▶ EXTRACTED RECORDS:
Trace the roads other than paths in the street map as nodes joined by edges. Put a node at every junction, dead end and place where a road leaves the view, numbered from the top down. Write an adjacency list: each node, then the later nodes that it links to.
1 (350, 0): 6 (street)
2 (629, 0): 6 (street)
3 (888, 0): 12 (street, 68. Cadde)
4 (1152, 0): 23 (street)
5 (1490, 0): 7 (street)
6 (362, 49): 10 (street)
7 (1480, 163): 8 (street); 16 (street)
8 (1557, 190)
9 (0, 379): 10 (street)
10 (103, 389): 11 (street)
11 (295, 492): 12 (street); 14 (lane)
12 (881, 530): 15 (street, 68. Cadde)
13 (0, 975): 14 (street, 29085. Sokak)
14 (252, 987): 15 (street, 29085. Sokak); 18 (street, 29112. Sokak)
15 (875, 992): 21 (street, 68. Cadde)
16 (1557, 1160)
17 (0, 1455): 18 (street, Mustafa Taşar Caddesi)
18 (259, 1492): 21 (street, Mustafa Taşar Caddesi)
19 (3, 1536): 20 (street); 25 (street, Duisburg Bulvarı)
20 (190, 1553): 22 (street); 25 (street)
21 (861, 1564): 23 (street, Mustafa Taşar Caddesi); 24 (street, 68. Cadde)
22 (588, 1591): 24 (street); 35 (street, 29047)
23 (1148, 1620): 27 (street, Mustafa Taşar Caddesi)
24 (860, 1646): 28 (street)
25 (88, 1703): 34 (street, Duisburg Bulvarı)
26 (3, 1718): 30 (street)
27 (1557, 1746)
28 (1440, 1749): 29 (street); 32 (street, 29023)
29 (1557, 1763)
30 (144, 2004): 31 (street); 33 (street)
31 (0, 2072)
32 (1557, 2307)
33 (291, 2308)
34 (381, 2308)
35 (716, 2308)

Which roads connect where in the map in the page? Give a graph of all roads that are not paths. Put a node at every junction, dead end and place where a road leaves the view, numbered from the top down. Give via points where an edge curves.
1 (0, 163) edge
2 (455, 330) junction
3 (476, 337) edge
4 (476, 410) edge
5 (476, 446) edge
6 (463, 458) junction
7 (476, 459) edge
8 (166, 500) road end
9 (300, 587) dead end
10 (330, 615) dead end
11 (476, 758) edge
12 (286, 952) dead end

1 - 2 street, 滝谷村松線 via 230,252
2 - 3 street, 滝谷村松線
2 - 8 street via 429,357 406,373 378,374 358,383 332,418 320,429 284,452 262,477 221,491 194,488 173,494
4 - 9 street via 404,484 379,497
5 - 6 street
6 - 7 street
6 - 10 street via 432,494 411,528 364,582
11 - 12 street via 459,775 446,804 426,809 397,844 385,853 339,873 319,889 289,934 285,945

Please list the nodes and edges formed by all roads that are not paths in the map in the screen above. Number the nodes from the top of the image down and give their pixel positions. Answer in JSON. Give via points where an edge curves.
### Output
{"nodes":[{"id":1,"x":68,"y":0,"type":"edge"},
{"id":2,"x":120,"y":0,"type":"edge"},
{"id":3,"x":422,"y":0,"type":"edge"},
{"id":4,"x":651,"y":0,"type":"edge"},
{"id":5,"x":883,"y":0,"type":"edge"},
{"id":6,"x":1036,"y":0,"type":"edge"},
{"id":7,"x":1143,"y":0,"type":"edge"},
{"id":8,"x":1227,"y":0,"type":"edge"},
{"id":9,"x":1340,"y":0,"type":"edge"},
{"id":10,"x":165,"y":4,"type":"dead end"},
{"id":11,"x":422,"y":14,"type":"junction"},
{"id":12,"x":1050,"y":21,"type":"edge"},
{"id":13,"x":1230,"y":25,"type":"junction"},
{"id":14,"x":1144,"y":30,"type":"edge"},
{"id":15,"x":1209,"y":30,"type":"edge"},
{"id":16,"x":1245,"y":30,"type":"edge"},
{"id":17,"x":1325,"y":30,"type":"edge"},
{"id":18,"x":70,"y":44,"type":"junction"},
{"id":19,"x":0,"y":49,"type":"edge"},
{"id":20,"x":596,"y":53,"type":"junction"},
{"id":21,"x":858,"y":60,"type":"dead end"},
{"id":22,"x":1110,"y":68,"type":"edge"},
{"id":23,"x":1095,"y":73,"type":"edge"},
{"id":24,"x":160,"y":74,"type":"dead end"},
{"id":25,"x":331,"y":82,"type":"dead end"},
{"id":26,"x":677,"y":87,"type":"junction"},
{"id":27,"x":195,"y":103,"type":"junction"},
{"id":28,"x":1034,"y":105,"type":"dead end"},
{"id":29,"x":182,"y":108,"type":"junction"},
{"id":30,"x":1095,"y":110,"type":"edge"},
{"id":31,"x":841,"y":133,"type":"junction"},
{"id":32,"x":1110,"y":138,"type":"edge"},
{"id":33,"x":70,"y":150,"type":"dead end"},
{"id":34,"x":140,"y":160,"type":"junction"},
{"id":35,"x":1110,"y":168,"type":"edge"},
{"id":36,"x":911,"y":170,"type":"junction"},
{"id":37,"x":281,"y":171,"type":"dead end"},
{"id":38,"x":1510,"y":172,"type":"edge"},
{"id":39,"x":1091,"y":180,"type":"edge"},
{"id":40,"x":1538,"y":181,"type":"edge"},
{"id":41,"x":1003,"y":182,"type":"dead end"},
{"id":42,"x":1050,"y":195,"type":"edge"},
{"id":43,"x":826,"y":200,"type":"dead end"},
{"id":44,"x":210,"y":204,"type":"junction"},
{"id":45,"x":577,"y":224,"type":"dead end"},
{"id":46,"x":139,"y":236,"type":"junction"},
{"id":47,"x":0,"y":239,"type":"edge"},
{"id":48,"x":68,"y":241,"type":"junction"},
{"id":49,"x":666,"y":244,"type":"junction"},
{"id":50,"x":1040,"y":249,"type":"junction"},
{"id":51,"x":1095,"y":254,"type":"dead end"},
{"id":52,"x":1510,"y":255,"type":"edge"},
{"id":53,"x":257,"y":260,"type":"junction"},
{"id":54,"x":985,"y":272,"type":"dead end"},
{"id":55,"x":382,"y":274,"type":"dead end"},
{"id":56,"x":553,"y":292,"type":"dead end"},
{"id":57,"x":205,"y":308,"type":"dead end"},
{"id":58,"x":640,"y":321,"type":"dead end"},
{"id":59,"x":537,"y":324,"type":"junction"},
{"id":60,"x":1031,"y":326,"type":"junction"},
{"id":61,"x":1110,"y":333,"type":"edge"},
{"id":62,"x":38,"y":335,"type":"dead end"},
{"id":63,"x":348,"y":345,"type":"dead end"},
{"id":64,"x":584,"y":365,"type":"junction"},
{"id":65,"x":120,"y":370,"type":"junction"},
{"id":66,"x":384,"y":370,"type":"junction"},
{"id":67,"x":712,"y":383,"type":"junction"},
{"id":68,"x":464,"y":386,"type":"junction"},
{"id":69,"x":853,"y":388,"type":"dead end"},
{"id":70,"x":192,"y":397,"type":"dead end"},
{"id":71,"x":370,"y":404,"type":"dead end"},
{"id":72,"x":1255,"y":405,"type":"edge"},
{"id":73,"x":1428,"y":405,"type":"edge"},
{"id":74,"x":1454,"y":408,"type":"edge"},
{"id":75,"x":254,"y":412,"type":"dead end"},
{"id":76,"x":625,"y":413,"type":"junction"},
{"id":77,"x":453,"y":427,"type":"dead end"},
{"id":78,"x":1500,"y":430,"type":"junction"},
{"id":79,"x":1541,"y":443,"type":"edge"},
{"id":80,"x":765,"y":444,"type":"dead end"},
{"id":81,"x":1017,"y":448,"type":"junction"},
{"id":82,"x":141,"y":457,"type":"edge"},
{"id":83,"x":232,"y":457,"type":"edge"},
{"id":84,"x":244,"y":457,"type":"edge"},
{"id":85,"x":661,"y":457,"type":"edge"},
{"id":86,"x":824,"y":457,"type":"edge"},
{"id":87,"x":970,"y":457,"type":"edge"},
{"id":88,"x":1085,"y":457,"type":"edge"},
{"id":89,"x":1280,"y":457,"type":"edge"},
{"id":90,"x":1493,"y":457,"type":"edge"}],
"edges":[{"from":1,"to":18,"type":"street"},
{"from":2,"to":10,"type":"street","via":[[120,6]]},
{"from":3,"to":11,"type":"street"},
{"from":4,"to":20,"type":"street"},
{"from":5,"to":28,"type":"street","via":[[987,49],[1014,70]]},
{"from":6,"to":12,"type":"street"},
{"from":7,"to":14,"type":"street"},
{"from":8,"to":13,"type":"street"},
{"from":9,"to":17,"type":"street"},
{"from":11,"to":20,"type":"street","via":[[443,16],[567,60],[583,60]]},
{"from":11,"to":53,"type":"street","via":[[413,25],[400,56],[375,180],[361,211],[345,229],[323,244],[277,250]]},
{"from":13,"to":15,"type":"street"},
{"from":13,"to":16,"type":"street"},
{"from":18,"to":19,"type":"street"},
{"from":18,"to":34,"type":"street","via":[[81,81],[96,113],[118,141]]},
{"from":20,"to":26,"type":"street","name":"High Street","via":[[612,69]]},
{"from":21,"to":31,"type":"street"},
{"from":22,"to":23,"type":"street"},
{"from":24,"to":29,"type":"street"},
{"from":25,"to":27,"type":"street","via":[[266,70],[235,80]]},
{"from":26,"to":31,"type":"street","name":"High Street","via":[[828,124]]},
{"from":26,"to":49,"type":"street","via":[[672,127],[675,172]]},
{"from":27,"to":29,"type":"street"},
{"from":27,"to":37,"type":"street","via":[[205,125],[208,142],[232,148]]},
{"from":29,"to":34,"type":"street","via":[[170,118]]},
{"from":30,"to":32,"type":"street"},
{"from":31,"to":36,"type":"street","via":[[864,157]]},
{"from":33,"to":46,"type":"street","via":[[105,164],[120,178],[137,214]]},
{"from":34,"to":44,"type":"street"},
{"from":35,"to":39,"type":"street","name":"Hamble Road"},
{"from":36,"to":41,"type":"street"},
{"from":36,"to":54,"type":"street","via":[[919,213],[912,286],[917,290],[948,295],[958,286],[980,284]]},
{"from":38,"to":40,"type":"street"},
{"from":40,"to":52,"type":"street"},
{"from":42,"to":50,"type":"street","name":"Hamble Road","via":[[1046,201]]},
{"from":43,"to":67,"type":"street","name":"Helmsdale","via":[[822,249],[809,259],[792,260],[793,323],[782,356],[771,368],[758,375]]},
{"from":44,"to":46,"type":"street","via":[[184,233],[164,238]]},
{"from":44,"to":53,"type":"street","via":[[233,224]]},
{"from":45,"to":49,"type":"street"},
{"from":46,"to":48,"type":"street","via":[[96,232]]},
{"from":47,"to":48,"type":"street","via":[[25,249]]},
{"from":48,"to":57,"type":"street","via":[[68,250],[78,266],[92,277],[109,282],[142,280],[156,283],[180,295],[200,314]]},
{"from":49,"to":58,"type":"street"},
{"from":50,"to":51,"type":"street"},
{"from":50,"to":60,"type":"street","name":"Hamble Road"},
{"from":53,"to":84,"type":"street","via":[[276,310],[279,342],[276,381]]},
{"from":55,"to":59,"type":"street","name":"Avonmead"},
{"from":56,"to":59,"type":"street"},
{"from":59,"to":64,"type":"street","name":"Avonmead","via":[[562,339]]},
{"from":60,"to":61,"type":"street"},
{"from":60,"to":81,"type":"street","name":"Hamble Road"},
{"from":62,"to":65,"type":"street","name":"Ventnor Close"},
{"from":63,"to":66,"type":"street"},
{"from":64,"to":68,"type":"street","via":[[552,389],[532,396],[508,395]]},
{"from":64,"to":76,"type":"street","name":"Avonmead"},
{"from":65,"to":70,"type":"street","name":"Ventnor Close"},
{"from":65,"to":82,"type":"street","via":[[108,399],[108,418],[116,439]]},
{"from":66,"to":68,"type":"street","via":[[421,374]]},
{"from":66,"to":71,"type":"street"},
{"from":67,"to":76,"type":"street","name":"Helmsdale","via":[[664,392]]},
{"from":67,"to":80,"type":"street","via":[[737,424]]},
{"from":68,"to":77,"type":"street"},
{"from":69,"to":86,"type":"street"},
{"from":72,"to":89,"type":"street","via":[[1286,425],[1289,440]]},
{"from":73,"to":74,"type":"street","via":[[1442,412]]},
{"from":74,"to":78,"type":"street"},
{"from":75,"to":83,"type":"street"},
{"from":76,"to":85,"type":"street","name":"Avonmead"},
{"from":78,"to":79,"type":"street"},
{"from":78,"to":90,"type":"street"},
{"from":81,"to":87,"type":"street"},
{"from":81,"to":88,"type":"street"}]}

▶ REQUIRED WORK: Find the word "Helmsdale" in the listing above, then copy each line where it turns up.

▶ EXERCISE OUTPUT:
{"from":43,"to":67,"type":"street","name":"Helmsdale","via":[[822,249],[809,259],[792,260],[793,323],[782,356],[771,368],[758,375]]},
{"from":67,"to":76,"type":"street","name":"Helmsdale","via":[[664,392]]},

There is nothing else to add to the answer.